When responding, copy every record below exactly as it appears.
============
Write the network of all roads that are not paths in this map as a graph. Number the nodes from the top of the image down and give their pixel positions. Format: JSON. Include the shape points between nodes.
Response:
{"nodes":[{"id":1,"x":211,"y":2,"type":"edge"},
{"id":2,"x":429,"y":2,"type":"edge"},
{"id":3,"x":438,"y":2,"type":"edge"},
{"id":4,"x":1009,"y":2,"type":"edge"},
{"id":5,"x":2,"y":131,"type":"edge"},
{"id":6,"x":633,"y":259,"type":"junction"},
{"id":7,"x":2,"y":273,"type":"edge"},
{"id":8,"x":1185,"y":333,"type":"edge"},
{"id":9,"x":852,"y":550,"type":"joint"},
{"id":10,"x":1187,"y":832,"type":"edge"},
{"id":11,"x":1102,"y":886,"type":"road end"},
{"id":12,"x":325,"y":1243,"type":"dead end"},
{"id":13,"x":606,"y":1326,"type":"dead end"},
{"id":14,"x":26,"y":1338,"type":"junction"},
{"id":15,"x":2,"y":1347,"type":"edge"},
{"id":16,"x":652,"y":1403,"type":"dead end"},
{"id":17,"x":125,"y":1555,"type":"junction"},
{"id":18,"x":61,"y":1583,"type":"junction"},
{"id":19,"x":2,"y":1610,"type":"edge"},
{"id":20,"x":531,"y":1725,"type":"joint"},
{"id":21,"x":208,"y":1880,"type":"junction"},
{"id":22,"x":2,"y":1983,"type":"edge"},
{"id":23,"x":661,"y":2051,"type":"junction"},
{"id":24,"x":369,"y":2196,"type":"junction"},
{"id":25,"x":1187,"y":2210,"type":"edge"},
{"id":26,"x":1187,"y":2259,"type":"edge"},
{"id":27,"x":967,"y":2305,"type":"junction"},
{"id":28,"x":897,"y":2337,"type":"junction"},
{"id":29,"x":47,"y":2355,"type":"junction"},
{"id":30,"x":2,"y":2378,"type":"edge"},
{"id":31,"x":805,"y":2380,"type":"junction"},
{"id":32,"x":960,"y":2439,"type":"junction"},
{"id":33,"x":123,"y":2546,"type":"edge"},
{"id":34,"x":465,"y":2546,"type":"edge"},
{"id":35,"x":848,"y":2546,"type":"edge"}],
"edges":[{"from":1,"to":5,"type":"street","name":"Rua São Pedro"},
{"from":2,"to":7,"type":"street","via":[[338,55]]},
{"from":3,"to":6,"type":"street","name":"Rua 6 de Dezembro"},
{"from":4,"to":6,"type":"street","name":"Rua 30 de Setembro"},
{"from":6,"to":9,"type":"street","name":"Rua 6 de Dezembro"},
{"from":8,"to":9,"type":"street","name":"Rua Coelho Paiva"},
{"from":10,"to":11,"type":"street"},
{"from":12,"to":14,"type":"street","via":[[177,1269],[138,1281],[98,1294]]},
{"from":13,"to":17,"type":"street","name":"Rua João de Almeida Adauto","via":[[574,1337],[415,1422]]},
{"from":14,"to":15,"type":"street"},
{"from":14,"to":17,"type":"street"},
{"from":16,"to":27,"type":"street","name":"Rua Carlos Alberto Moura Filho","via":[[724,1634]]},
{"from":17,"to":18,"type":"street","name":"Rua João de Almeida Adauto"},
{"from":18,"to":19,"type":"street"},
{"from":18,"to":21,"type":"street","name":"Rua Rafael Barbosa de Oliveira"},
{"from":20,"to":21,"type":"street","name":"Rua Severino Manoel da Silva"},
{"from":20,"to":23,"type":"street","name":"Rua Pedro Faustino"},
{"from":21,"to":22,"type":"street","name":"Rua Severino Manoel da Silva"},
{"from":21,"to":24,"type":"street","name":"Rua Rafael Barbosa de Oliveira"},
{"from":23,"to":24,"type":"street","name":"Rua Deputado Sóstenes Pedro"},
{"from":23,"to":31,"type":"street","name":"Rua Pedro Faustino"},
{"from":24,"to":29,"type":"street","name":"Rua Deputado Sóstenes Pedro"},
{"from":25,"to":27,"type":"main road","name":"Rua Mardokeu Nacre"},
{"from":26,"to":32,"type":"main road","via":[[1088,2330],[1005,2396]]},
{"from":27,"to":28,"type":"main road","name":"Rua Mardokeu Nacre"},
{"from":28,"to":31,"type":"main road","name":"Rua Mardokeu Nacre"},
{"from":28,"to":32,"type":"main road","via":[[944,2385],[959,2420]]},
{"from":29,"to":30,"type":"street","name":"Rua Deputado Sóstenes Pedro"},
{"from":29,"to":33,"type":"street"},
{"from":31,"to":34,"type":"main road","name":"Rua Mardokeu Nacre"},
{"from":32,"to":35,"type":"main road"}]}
============
▶ **Response to this exercise**:
Write the network of all roads that are not paths in this map as a graph. Number the nodes from the top of the image down and give their pixel positions. Format: JSON. Include the shape points between nodes.
Response:
{"nodes":[{"id":1,"x":211,"y":2,"type":"edge"},
{"id":2,"x":429,"y":2,"type":"edge"},
{"id":3,"x":438,"y":2,"type":"edge"},
{"id":4,"x":1009,"y":2,"type":"edge"},
{"id":5,"x":2,"y":131,"type":"edge"},
{"id":6,"x":633,"y":259,"type":"junction"},
{"id":7,"x":2,"y":273,"type":"edge"},
{"id":8,"x":1185,"y":333,"type":"edge"},
{"id":9,"x":852,"y":550,"type":"joint"},
{"id":10,"x":1187,"y":832,"type":"edge"},
{"id":11,"x":1102,"y":886,"type":"road end"},
{"id":12,"x":325,"y":1243,"type":"dead end"},
{"id":13,"x":606,"y":1326,"type":"dead end"},
{"id":14,"x":26,"y":1338,"type":"junction"},
{"id":15,"x":2,"y":1347,"type":"edge"},
{"id":16,"x":652,"y":1403,"type":"dead end"},
{"id":17,"x":125,"y":1555,"type":"junction"},
{"id":18,"x":61,"y":1583,"type":"junction"},
{"id":19,"x":2,"y":1610,"type":"edge"},
{"id":20,"x":531,"y":1725,"type":"joint"},
{"id":21,"x":208,"y":1880,"type":"junction"},
{"id":22,"x":2,"y":1983,"type":"edge"},
{"id":23,"x":661,"y":2051,"type":"junction"},
{"id":24,"x":369,"y":2196,"type":"junction"},
{"id":25,"x":1187,"y":2210,"type":"edge"},
{"id":26,"x":1187,"y":2259,"type":"edge"},
{"id":27,"x":967,"y":2305,"type":"junction"},
{"id":28,"x":897,"y":2337,"type":"junction"},
{"id":29,"x":47,"y":2355,"type":"junction"},
{"id":30,"x":2,"y":2378,"type":"edge"},
{"id":31,"x":805,"y":2380,"type":"junction"},
{"id":32,"x":960,"y":2439,"type":"junction"},
{"id":33,"x":123,"y":2546,"type":"edge"},
{"id":34,"x":465,"y":2546,"type":"edge"},
{"id":35,"x":848,"y":2546,"type":"edge"}],
"edges":[{"from":1,"to":5,"type":"street","name":"Rua São Pedro"},
{"from":2,"to":7,"type":"street","via":[[338,55]]},
{"from":3,"to":6,"type":"street","name":"Rua 6 de Dezembro"},
{"from":4,"to":6,"type":"street","name":"Rua 30 de Setembro"},
{"from":6,"to":9,"type":"street","name":"Rua 6 de Dezembro"},
{"from":8,"to":9,"type":"street","name":"Rua Coelho Paiva"},
{"from":10,"to":11,"type":"street"},
{"from":12,"to":14,"type":"street","via":[[177,1269],[138,1281],[98,1294]]},
{"from":13,"to":17,"type":"street","name":"Rua João de Almeida Adauto","via":[[574,1337],[415,1422]]},
{"from":14,"to":15,"type":"street"},
{"from":14,"to":17,"type":"street"},
{"from":16,"to":27,"type":"street","name":"Rua Carlos Alberto Moura Filho","via":[[724,1634]]},
{"from":17,"to":18,"type":"street","name":"Rua João de Almeida Adauto"},
{"from":18,"to":19,"type":"street"},
{"from":18,"to":21,"type":"street","name":"Rua Rafael Barbosa de Oliveira"},
{"from":20,"to":21,"type":"street","name":"Rua Severino Manoel da Silva"},
{"from":20,"to":23,"type":"street","name":"Rua Pedro Faustino"},
{"from":21,"to":22,"type":"street","name":"Rua Severino Manoel da Silva"},
{"from":21,"to":24,"type":"street","name":"Rua Rafael Barbosa de Oliveira"},
{"from":23,"to":24,"type":"street","name":"Rua Deputado Sóstenes Pedro"},
{"from":23,"to":31,"type":"street","name":"Rua Pedro Faustino"},
{"from":24,"to":29,"type":"street","name":"Rua Deputado Sóstenes Pedro"},
{"from":25,"to":27,"type":"main road","name":"Rua Mardokeu Nacre"},
{"from":26,"to":32,"type":"main road","via":[[1088,2330],[1005,2396]]},
{"from":27,"to":28,"type":"main road","name":"Rua Mardokeu Nacre"},
{"from":28,"to":31,"type":"main road","name":"Rua Mardokeu Nacre"},
{"from":28,"to":32,"type":"main road","via":[[944,2385],[959,2420]]},
{"from":29,"to":30,"type":"street","name":"Rua Deputado Sóstenes Pedro"},
{"from":29,"to":33,"type":"street"},
{"from":31,"to":34,"type":"main road","name":"Rua Mardokeu Nacre"},
{"from":32,"to":35,"type":"main road"}]}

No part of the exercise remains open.